▸ **Task description**:
Copy the listing below exactly. Pictures stay out of it.

(The input begins)

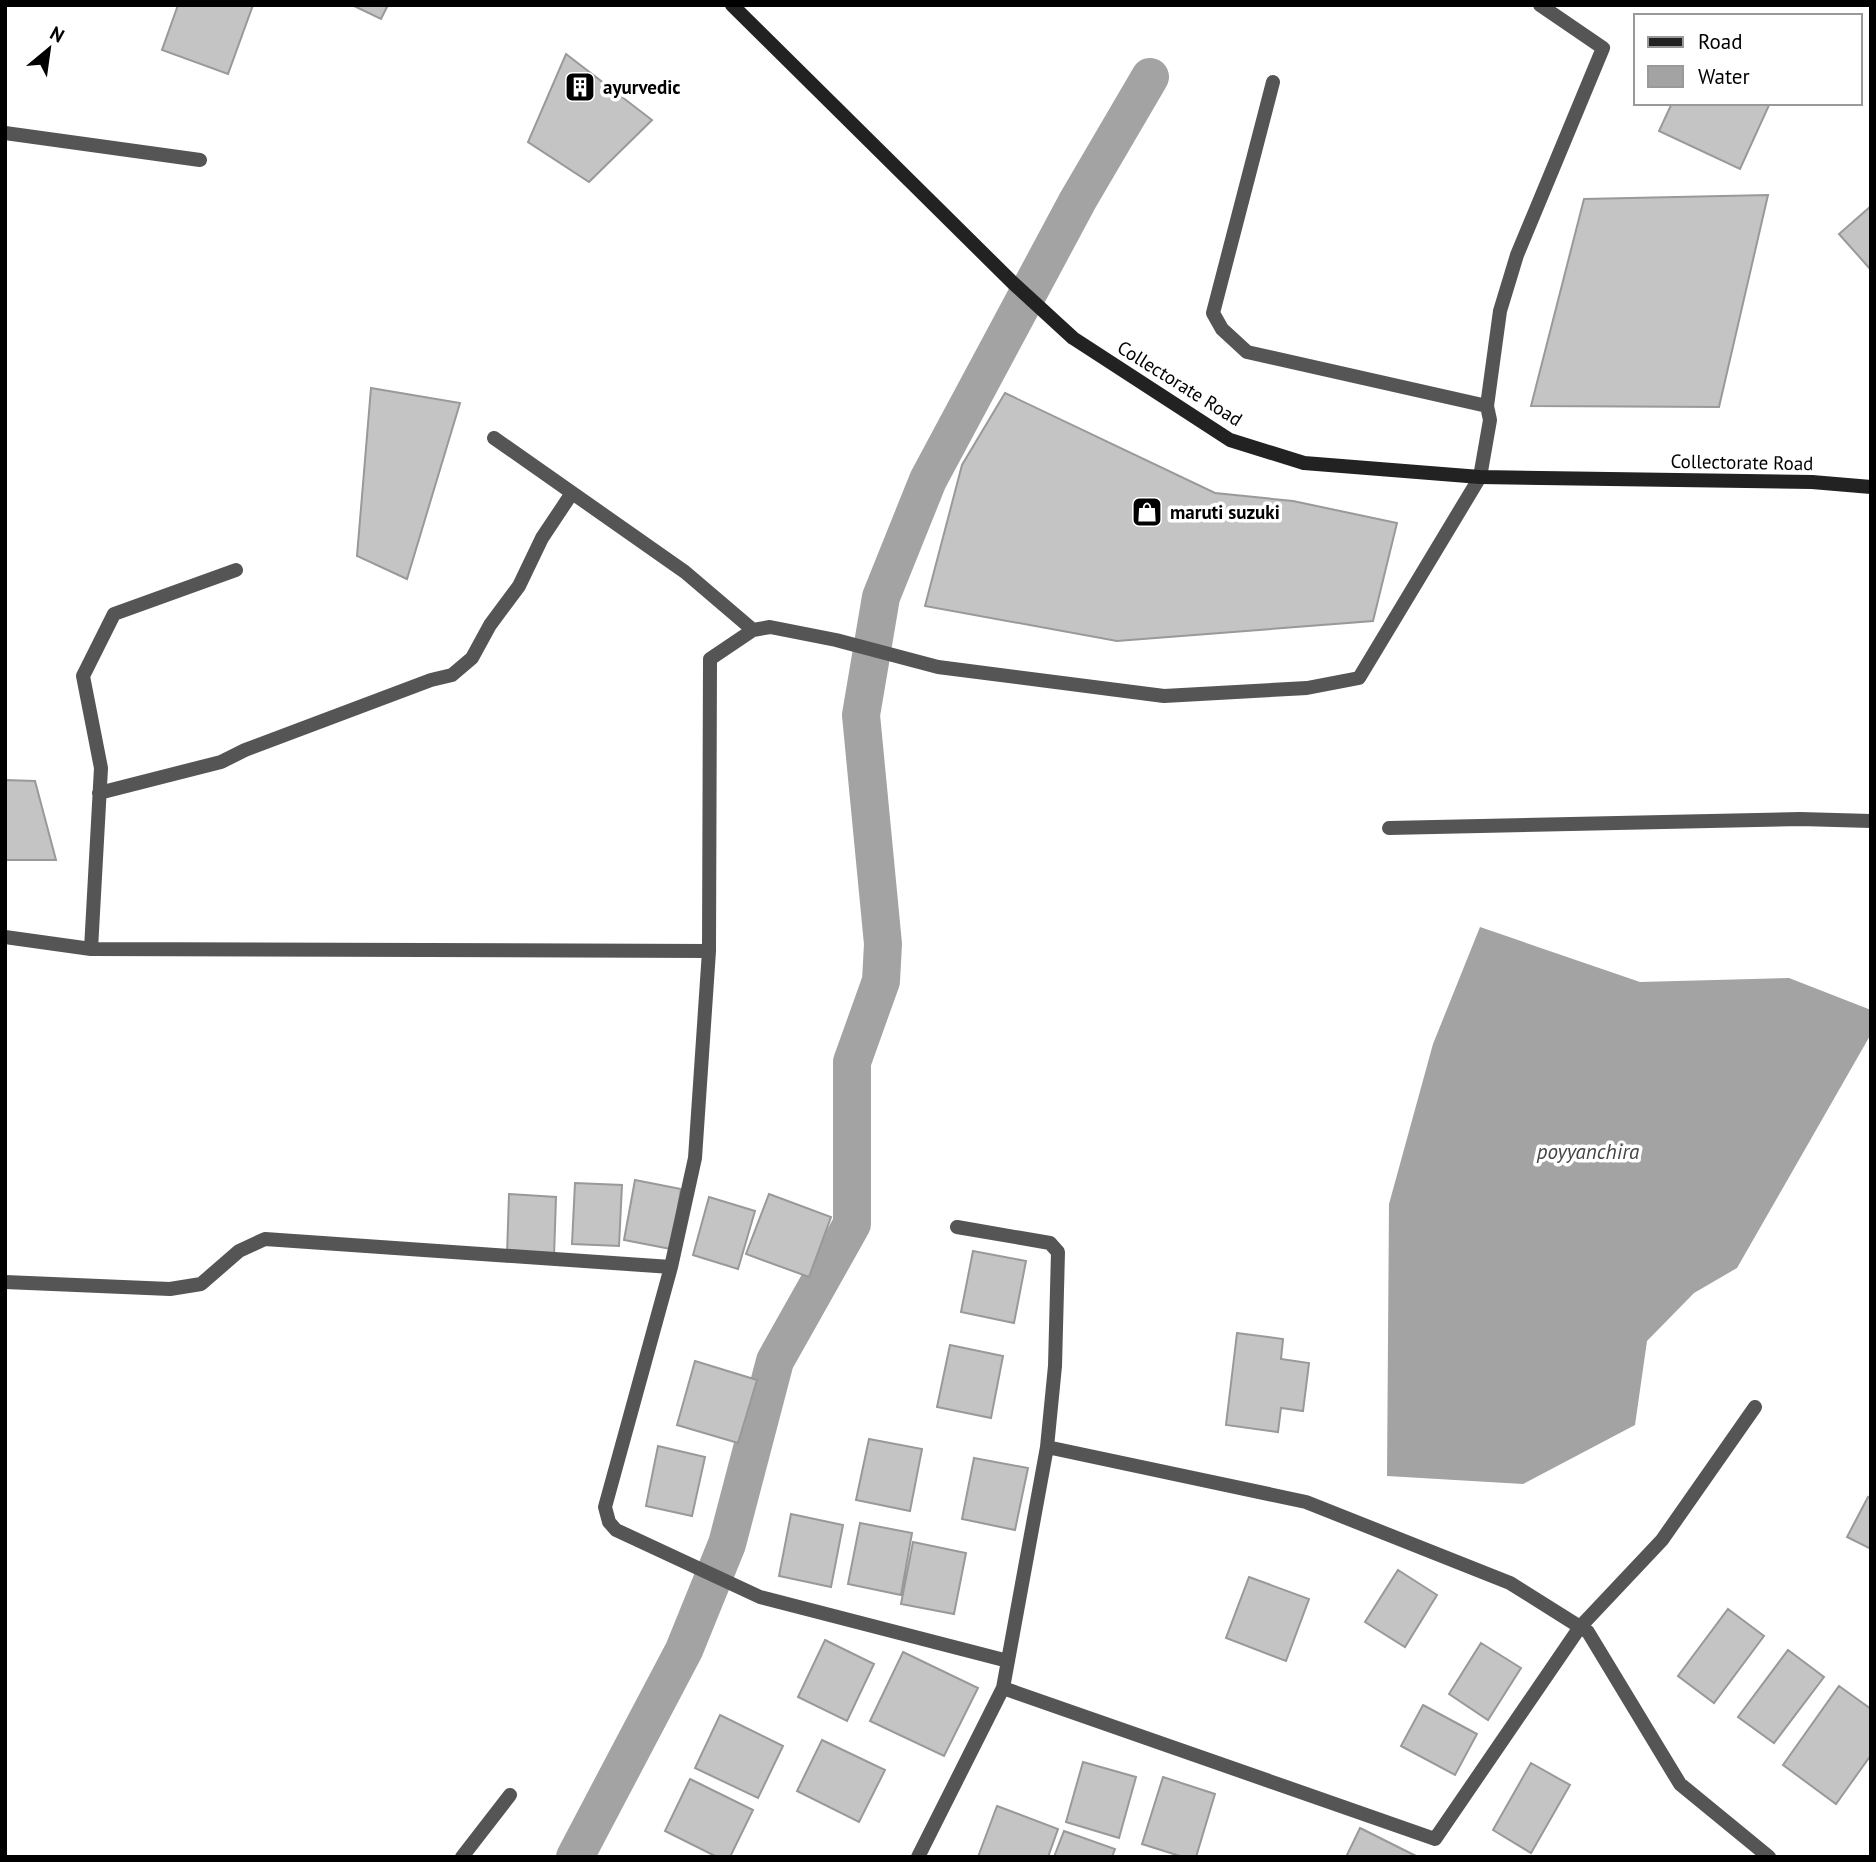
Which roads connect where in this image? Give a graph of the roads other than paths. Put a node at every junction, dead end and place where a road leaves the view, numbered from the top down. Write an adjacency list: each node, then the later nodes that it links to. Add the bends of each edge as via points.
1 (732, 5): 8 (main road, Collectorate Road, via 1073,338 1230,440 1304,463)
2 (1540, 5): 6 (street, via 1603,48 1517,255 1500,311)
3 (1273, 82): 6 (street, via 1213,313 1215,320 1247,352)
4 (5, 133): 5 (street)
5 (200, 160)
6 (1487, 406): 8 (street, via 1490,420)
7 (494, 438): 10 (street)
8 (1480, 477): 9 (main road, Collectorate Road); 12 (street, via 1359,678 1307,688 1164,696 938,667 836,640 770,627)
9 (1871, 487)
10 (572, 493): 12 (street, via 685,572); 13 (street, via 472,658 452,675 221,762)
11 (236, 570): 13 (street, via 114,614 83,676 101,768)
12 (753, 630): 18 (street, via 709,659)
13 (99, 793): 17 (street)
14 (1871, 821): 15 (street)
15 (1389, 828)
16 (5, 937): 17 (street)
17 (91, 949): 18 (street)
18 (709, 950): 20 (street, via 695,1158)
19 (957, 1227): 23 (street, via 1050,1243 1058,1252)
20 (671, 1267): 21 (street, via 265,1239 239,1251 201,1284 170,1289); 25 (street, via 605,1507 608,1522 616,1530 760,1597)
21 (5, 1282)
22 (1755, 1407): 24 (street, via 1662,1540)
23 (1047, 1447): 24 (street, via 1306,1502 1510,1583); 25 (street)
24 (1580, 1628): 26 (street, via 1435,1839); 30 (street, via 1588,1632 1680,1784)
25 (1008, 1661): 26 (street)
26 (1003, 1688): 29 (street)
27 (510, 1795): 28 (street)
28 (462, 1857)
29 (918, 1857)
30 (1769, 1857)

(The input ends)

▸ **Result**:
Which roads connect where in this image? Give a graph of the roads other than paths. Put a node at every junction, dead end and place where a road leaves the view, numbered from the top down. Write an adjacency list: each node, then the later nodes that it links to. Add the bends of each edge as via points.
1 (732, 5): 8 (main road, Collectorate Road, via 1073,338 1230,440 1304,463)
2 (1540, 5): 6 (street, via 1603,48 1517,255 1500,311)
3 (1273, 82): 6 (street, via 1213,313 1215,320 1247,352)
4 (5, 133): 5 (street)
5 (200, 160)
6 (1487, 406): 8 (street, via 1490,420)
7 (494, 438): 10 (street)
8 (1480, 477): 9 (main road, Collectorate Road); 12 (street, via 1359,678 1307,688 1164,696 938,667 836,640 770,627)
9 (1871, 487)
10 (572, 493): 12 (street, via 685,572); 13 (street, via 472,658 452,675 221,762)
11 (236, 570): 13 (street, via 114,614 83,676 101,768)
12 (753, 630): 18 (street, via 709,659)
13 (99, 793): 17 (street)
14 (1871, 821): 15 (street)
15 (1389, 828)
16 (5, 937): 17 (street)
17 (91, 949): 18 (street)
18 (709, 950): 20 (street, via 695,1158)
19 (957, 1227): 23 (street, via 1050,1243 1058,1252)
20 (671, 1267): 21 (street, via 265,1239 239,1251 201,1284 170,1289); 25 (street, via 605,1507 608,1522 616,1530 760,1597)
21 (5, 1282)
22 (1755, 1407): 24 (street, via 1662,1540)
23 (1047, 1447): 24 (street, via 1306,1502 1510,1583); 25 (street)
24 (1580, 1628): 26 (street, via 1435,1839); 30 (street, via 1588,1632 1680,1784)
25 (1008, 1661): 26 (street)
26 (1003, 1688): 29 (street)
27 (510, 1795): 28 (street)
28 (462, 1857)
29 (918, 1857)
30 (1769, 1857)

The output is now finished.